Task details: The data should be restated word for word, in full.

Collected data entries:

+ + +

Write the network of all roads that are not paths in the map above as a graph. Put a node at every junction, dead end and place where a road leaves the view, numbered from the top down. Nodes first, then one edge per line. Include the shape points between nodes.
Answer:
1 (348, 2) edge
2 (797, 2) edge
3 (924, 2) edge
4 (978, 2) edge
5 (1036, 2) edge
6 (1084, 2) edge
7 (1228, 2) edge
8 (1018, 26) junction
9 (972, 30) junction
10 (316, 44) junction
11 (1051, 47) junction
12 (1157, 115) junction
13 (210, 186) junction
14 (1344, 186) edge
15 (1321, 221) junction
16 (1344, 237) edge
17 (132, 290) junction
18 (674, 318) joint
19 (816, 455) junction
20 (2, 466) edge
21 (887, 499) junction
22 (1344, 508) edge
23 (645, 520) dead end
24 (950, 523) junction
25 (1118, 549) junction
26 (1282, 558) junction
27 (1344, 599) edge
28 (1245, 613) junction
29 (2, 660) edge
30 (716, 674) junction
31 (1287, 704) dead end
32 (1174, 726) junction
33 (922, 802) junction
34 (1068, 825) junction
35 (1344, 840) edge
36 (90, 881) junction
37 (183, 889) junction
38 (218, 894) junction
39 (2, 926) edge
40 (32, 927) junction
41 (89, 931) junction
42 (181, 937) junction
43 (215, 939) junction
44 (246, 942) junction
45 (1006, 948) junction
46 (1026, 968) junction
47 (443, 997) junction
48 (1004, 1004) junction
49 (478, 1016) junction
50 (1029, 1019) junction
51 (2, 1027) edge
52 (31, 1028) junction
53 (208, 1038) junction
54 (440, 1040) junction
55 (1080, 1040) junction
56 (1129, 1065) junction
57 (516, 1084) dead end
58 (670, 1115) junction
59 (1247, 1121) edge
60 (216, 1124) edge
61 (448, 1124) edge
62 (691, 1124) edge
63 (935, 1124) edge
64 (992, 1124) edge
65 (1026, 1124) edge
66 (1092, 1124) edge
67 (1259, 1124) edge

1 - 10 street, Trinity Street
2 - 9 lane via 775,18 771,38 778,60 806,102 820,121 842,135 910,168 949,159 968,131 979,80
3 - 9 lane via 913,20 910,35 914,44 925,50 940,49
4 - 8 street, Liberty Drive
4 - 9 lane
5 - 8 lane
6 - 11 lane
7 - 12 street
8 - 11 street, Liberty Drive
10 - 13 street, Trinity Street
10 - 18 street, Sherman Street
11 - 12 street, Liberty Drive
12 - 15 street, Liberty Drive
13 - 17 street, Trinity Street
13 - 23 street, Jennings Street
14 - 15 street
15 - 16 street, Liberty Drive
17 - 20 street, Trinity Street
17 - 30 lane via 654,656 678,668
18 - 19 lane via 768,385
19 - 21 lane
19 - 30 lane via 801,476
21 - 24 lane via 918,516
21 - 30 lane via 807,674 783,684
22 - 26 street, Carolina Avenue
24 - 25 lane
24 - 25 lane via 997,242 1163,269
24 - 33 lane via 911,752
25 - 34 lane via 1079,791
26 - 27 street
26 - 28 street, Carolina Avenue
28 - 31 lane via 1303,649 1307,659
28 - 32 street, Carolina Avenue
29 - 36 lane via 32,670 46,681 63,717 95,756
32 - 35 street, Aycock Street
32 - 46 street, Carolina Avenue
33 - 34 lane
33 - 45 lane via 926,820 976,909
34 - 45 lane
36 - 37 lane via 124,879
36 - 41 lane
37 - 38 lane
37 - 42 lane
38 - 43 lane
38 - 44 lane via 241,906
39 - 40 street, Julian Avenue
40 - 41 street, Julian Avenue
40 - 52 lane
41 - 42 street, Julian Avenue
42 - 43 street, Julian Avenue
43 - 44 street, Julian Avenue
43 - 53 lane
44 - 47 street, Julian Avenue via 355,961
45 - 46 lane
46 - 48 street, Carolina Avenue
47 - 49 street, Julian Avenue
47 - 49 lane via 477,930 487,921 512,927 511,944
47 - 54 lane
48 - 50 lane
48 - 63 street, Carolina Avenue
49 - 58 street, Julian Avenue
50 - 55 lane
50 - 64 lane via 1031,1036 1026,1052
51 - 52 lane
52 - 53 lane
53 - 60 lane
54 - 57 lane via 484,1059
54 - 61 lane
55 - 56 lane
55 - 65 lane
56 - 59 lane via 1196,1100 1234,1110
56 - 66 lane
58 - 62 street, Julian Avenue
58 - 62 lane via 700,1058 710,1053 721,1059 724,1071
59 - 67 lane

+ + +

Answer to this task:
Write the network of all roads that are not paths in the map above as a graph. Put a node at every junction, dead end and place where a road leaves the view, numbered from the top down. Nodes first, then one edge per line. Include the shape points between nodes.
Answer:
1 (348, 2) edge
2 (797, 2) edge
3 (924, 2) edge
4 (978, 2) edge
5 (1036, 2) edge
6 (1084, 2) edge
7 (1228, 2) edge
8 (1018, 26) junction
9 (972, 30) junction
10 (316, 44) junction
11 (1051, 47) junction
12 (1157, 115) junction
13 (210, 186) junction
14 (1344, 186) edge
15 (1321, 221) junction
16 (1344, 237) edge
17 (132, 290) junction
18 (674, 318) joint
19 (816, 455) junction
20 (2, 466) edge
21 (887, 499) junction
22 (1344, 508) edge
23 (645, 520) dead end
24 (950, 523) junction
25 (1118, 549) junction
26 (1282, 558) junction
27 (1344, 599) edge
28 (1245, 613) junction
29 (2, 660) edge
30 (716, 674) junction
31 (1287, 704) dead end
32 (1174, 726) junction
33 (922, 802) junction
34 (1068, 825) junction
35 (1344, 840) edge
36 (90, 881) junction
37 (183, 889) junction
38 (218, 894) junction
39 (2, 926) edge
40 (32, 927) junction
41 (89, 931) junction
42 (181, 937) junction
43 (215, 939) junction
44 (246, 942) junction
45 (1006, 948) junction
46 (1026, 968) junction
47 (443, 997) junction
48 (1004, 1004) junction
49 (478, 1016) junction
50 (1029, 1019) junction
51 (2, 1027) edge
52 (31, 1028) junction
53 (208, 1038) junction
54 (440, 1040) junction
55 (1080, 1040) junction
56 (1129, 1065) junction
57 (516, 1084) dead end
58 (670, 1115) junction
59 (1247, 1121) edge
60 (216, 1124) edge
61 (448, 1124) edge
62 (691, 1124) edge
63 (935, 1124) edge
64 (992, 1124) edge
65 (1026, 1124) edge
66 (1092, 1124) edge
67 (1259, 1124) edge

1 - 10 street, Trinity Street
2 - 9 lane via 775,18 771,38 778,60 806,102 820,121 842,135 910,168 949,159 968,131 979,80
3 - 9 lane via 913,20 910,35 914,44 925,50 940,49
4 - 8 street, Liberty Drive
4 - 9 lane
5 - 8 lane
6 - 11 lane
7 - 12 street
8 - 11 street, Liberty Drive
10 - 13 street, Trinity Street
10 - 18 street, Sherman Street
11 - 12 street, Liberty Drive
12 - 15 street, Liberty Drive
13 - 17 street, Trinity Street
13 - 23 street, Jennings Street
14 - 15 street
15 - 16 street, Liberty Drive
17 - 20 street, Trinity Street
17 - 30 lane via 654,656 678,668
18 - 19 lane via 768,385
19 - 21 lane
19 - 30 lane via 801,476
21 - 24 lane via 918,516
21 - 30 lane via 807,674 783,684
22 - 26 street, Carolina Avenue
24 - 25 lane
24 - 25 lane via 997,242 1163,269
24 - 33 lane via 911,752
25 - 34 lane via 1079,791
26 - 27 street
26 - 28 street, Carolina Avenue
28 - 31 lane via 1303,649 1307,659
28 - 32 street, Carolina Avenue
29 - 36 lane via 32,670 46,681 63,717 95,756
32 - 35 street, Aycock Street
32 - 46 street, Carolina Avenue
33 - 34 lane
33 - 45 lane via 926,820 976,909
34 - 45 lane
36 - 37 lane via 124,879
36 - 41 lane
37 - 38 lane
37 - 42 lane
38 - 43 lane
38 - 44 lane via 241,906
39 - 40 street, Julian Avenue
40 - 41 street, Julian Avenue
40 - 52 lane
41 - 42 street, Julian Avenue
42 - 43 street, Julian Avenue
43 - 44 street, Julian Avenue
43 - 53 lane
44 - 47 street, Julian Avenue via 355,961
45 - 46 lane
46 - 48 street, Carolina Avenue
47 - 49 street, Julian Avenue
47 - 49 lane via 477,930 487,921 512,927 511,944
47 - 54 lane
48 - 50 lane
48 - 63 street, Carolina Avenue
49 - 58 street, Julian Avenue
50 - 55 lane
50 - 64 lane via 1031,1036 1026,1052
51 - 52 lane
52 - 53 lane
53 - 60 lane
54 - 57 lane via 484,1059
54 - 61 lane
55 - 56 lane
55 - 65 lane
56 - 59 lane via 1196,1100 1234,1110
56 - 66 lane
58 - 62 street, Julian Avenue
58 - 62 lane via 700,1058 710,1053 721,1059 724,1071
59 - 67 lane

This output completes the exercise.